I don’t believe Iran has MIRV bus technology or if it does it’s not been shown off. I believe there was an animation video from Iran that showed the K-4 bus and none of the warheads had fins thus pointing to MRV not MIRV.
Thus I think K-4 is MRV (multiple re-entry vehicle) and not MIRV (multiple independent targetable RV). I don’t think any missile exists in the world that releases MIRVs that are not nuclear warheads. It’s expensive tech to pack 3 warheads that each have the ability to target different points only to have them carry a conventional payload.
I think until sufficient evidence is released we have to assume K-4 releases FINLESS warheads after aligning the PBV in the [late] exo atmospheric phase prior to re entry and that was also what that animation showed. If that is case then CEP could be quite large (500meters+) and making the weapon for use on either civilian centers, ports, large military bases/airfields, large economic targets (power plants, water facilities, etc).
You are correct about K-2 there was a variant with a warhead similar to Emad, however that warhead was smaller than the traditional warhead and thus couldn’t carry a max payload like you see in K-4.

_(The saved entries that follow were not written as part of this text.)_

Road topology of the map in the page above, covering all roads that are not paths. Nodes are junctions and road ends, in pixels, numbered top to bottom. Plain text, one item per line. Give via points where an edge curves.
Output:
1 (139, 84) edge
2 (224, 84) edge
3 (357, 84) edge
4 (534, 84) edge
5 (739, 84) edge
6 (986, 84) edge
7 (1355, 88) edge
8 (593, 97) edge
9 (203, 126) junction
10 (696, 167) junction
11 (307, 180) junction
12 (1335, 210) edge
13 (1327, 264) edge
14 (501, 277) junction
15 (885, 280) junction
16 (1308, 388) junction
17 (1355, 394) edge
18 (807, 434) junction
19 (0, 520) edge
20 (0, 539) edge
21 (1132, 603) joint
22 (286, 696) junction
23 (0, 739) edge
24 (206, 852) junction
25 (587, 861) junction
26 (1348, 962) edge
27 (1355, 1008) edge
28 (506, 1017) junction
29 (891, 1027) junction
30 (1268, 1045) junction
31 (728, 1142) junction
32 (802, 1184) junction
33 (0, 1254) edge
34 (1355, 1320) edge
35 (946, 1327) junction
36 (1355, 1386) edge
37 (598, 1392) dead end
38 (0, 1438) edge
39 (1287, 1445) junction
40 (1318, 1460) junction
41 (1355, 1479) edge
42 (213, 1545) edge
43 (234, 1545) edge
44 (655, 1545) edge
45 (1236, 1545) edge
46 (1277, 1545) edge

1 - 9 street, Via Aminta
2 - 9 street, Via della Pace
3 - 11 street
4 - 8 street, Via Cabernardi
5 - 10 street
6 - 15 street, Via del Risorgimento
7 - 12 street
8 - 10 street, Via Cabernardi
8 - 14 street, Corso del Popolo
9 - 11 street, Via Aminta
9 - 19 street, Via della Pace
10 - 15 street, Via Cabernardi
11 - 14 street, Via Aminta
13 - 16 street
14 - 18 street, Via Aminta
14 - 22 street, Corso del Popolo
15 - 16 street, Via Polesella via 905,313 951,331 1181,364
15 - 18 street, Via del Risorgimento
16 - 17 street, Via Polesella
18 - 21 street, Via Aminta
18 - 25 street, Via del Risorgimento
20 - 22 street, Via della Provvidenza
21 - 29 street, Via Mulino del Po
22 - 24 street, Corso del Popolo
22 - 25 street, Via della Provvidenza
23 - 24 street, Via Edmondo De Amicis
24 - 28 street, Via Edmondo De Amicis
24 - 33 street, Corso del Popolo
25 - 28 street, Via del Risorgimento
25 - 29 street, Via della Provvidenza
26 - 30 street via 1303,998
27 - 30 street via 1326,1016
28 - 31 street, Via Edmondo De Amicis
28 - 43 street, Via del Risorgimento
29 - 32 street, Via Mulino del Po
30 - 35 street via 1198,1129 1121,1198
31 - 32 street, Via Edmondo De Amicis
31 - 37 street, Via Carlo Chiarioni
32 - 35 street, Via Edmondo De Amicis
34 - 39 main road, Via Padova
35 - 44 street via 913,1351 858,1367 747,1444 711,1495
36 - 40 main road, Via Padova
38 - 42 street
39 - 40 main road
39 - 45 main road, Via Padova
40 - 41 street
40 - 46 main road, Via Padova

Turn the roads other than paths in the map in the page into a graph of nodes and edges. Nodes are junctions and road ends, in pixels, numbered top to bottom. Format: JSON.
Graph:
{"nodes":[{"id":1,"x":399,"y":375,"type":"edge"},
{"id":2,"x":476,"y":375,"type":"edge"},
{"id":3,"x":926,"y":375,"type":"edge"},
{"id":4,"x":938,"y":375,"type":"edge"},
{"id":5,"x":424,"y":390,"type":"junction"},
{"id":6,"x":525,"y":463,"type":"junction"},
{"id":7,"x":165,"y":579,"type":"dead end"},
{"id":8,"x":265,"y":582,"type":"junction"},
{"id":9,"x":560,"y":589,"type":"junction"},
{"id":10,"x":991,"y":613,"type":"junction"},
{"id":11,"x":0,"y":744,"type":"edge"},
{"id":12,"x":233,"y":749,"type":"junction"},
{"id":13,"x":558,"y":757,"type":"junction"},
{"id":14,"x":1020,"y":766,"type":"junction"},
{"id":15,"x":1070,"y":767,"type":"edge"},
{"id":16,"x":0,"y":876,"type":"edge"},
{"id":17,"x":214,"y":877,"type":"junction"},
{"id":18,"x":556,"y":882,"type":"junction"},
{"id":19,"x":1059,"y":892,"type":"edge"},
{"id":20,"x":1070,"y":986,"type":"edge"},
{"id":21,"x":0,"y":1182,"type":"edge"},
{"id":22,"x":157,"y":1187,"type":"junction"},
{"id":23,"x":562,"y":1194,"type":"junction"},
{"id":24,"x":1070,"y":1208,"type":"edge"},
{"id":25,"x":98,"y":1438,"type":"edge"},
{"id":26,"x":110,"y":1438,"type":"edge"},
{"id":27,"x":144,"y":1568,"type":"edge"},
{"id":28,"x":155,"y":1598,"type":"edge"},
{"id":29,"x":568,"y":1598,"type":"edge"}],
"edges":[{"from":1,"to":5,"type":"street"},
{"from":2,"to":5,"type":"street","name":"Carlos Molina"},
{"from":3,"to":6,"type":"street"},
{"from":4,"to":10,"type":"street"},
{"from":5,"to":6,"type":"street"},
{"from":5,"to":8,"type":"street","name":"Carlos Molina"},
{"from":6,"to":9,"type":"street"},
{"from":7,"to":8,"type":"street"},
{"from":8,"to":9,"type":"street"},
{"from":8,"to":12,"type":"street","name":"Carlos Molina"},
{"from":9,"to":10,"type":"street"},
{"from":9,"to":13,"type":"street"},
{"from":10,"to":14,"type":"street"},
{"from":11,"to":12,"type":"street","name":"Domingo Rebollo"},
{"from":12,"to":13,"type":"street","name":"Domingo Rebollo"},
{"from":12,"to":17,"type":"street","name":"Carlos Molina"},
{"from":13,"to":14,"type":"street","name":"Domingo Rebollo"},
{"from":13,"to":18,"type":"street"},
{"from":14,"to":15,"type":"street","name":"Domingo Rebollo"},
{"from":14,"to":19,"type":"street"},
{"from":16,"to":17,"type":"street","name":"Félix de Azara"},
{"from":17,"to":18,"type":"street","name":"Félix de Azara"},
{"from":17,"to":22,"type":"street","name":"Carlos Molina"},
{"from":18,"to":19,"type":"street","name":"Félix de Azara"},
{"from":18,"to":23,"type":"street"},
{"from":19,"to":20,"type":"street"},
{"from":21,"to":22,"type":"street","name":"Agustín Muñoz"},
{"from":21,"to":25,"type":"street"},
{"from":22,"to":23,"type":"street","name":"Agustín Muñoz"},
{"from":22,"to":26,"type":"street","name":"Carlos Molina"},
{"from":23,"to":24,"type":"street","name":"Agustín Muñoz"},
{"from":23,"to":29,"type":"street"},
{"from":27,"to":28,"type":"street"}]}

I agree with your theory K-2 with MarV was likely not adopted, my thoughts are cost wise and Emad was likely much cheaper vs the “newer” Khorramshar family engines. Why have two liquid missiles doing the same job?
There isn’t a lot of Intel on what the differences between K-1, K-2, and K-3 are. I know there was a poster once showing K-1 & K-2 stats, but K-3 I don’t ever remember being unveiled. It makes me wonder if K-1 thru 3 were different working prototypes and ultimately K-4 was the mass produced variant.